Acontece que, nossa parte suscetível às dores que podem ser impingidas por outros é precisamente a faceta que deve morrer. Nossa cruz difere da do Salvador, uma vez que Ele derramou Seu sangue literalmente; enquanto de nós se requer a sujeição das paixões naturais à Vontade do Senhor. Mortificar, negar-lhe a primazia sobre nossas entradas e saídas no teatro da vida é precisamente, nossa cruz.
Esse aspecto biodegradável e suas dores, não atinge ao espiritual, necessariamente, pois, é imune à ação do tempo e não se alquebra às mazelas do corpo. “Por isso não desfalecemos; mas, ainda que nosso homem exterior se corrompa, o interior, contudo, se renova dia a dia.” II Cor 4; 16
Se, aos judeus foi considerado adultério deixar a Graça e volver aos reclames da Lei; o que seria, o “evangelho” que tenta agradar à carne que deveria morrer e dar lugar ao Espírito? Paulo foi didático sobre o primeiro ponto: “De sorte que, vivendo o marido, será chamada adúltera se for de outro marido; mas, morto o marido, livre está da lei; assim, não será adúltera se for de outro marido. Assim, meus irmãos, também vós estais mortos para a lei pelo corpo de Cristo, para que sejais de outro, daquele que ressuscitou dentre os mortos, a fim de que demos fruto para Deus.” Rom 7; 3 e 4
Tiago, por sua vez, abordou o segundo: “Pedis, não recebeis, porque pedis mal, para gastardes em vossos deleites. Adúlteros e adúlteras, não sabeis que a amizade do mundo é inimizade contra Deus?
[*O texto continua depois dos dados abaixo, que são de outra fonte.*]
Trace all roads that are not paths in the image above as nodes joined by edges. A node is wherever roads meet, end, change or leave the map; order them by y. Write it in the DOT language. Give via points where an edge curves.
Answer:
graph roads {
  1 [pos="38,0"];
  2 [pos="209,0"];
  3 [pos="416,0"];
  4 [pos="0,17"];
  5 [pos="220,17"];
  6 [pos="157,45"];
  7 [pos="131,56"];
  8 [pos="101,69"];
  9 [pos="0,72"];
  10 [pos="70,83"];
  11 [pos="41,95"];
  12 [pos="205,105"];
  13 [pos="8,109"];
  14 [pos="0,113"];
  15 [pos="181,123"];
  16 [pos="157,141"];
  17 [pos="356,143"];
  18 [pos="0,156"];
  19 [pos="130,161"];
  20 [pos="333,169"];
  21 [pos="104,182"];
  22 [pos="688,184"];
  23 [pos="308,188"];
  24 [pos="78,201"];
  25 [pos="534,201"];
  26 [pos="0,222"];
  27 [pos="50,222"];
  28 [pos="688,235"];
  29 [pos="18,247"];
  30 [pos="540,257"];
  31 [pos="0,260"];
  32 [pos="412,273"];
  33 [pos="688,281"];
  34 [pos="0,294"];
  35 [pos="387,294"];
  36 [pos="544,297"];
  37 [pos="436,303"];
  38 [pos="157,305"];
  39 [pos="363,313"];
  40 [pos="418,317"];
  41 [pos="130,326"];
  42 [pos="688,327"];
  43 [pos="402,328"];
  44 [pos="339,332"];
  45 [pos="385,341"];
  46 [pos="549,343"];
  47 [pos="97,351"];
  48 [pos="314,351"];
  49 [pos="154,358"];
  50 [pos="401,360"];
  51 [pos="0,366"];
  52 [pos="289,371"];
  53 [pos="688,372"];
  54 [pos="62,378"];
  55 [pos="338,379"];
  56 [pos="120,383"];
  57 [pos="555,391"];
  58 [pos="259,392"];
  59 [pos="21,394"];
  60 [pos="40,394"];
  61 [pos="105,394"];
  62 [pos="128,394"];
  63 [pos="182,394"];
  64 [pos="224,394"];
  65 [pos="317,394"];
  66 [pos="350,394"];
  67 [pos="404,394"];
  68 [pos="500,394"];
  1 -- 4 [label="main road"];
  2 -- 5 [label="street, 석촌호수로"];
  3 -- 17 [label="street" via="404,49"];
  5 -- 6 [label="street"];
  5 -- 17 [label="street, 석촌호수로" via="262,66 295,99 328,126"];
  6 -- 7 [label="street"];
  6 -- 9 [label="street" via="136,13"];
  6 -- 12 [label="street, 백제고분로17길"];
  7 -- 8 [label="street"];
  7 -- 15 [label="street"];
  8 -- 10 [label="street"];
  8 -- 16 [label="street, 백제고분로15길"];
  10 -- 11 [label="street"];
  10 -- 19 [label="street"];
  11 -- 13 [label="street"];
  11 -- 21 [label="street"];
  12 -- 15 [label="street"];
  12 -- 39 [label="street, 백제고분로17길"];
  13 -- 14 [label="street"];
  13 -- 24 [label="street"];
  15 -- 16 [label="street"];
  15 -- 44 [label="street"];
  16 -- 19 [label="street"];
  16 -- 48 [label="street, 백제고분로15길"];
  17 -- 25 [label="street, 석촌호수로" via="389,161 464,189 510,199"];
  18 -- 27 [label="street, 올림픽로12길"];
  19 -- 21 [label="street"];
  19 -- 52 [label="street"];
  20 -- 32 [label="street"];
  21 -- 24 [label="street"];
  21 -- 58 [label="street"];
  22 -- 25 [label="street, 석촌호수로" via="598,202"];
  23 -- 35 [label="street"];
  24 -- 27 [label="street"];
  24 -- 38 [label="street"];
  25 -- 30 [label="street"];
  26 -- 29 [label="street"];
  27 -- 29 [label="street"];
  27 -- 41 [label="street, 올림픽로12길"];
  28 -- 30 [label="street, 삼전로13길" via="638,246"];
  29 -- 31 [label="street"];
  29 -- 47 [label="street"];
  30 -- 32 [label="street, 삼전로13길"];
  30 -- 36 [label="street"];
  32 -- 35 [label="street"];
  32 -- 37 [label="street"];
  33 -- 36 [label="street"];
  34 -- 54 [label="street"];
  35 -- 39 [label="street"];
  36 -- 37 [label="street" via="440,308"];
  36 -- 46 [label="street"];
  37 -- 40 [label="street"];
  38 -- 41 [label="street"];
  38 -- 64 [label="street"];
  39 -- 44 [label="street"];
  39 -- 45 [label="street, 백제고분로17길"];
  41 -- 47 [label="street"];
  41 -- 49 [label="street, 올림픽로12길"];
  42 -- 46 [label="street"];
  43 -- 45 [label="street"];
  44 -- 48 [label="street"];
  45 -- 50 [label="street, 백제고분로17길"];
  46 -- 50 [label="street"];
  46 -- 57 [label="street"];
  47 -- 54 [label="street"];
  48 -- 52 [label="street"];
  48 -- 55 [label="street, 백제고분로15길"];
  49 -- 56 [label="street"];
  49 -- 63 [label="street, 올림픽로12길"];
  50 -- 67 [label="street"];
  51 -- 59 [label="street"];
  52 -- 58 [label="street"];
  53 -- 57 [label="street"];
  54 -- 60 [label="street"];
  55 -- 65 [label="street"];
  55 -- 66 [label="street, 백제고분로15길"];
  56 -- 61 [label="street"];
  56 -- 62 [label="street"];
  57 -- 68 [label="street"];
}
Portanto, qualquer que quiser ser amigo do mundo constitui-se inimigo de Deus.” Tg 4; 3 e 4
Mesmo sendo o corpo o agente a coisa é considerada adultério espiritual; há também um espírito que move o curso desse mundo, ao qual, somos exortados a contrariar. “... noutro tempo andastes segundo o curso deste mundo, segundo o príncipe das potestades do ar, espírito que opera nos filhos da desobediência.” Ef 2; 2
Então, o homem espiritual vive sua constante “piracema” contra inclinações naturais que arrastam tudo rumo ao mar de lama da impiedade. Natural que seja difícil sua opção, afinal, seguir à manada é mais fácil que separar-se.
Se, a renúncia natural e a oposição do príncipe do mundo nos atribulam, Deus nos reserva o antídoto do gozo espiritual, para que entendamos Seus cuidados, e, imenso amor.
O evangelho sem cruz que tantos pregam não é invenção da pós-modernidade; antes, um intruso que, já nos dias de Paulo mostrava suas garras. “Porque muitos há, dos quais muitas vezes vos disse, agora também digo, chorando, que são inimigos da cruz de Cristo, cujo fim é a perdição; Deus é o ventre, e a glória é para confusão deles, que só pensam nas coisas terrenas.” Fp 3; 18 e 19
O homem prudente deve desconfiar dos mensageiros de facilidades, do gozo sem tribulações. O que nos está proposto é profundo demais, para ser tratado de modo tão superficial.
Sem cruz não há salvação; sem dores a cruz é de plástico. Aos que imaginam facilidades convém lembrar que, Deus não habita num céu imaginário.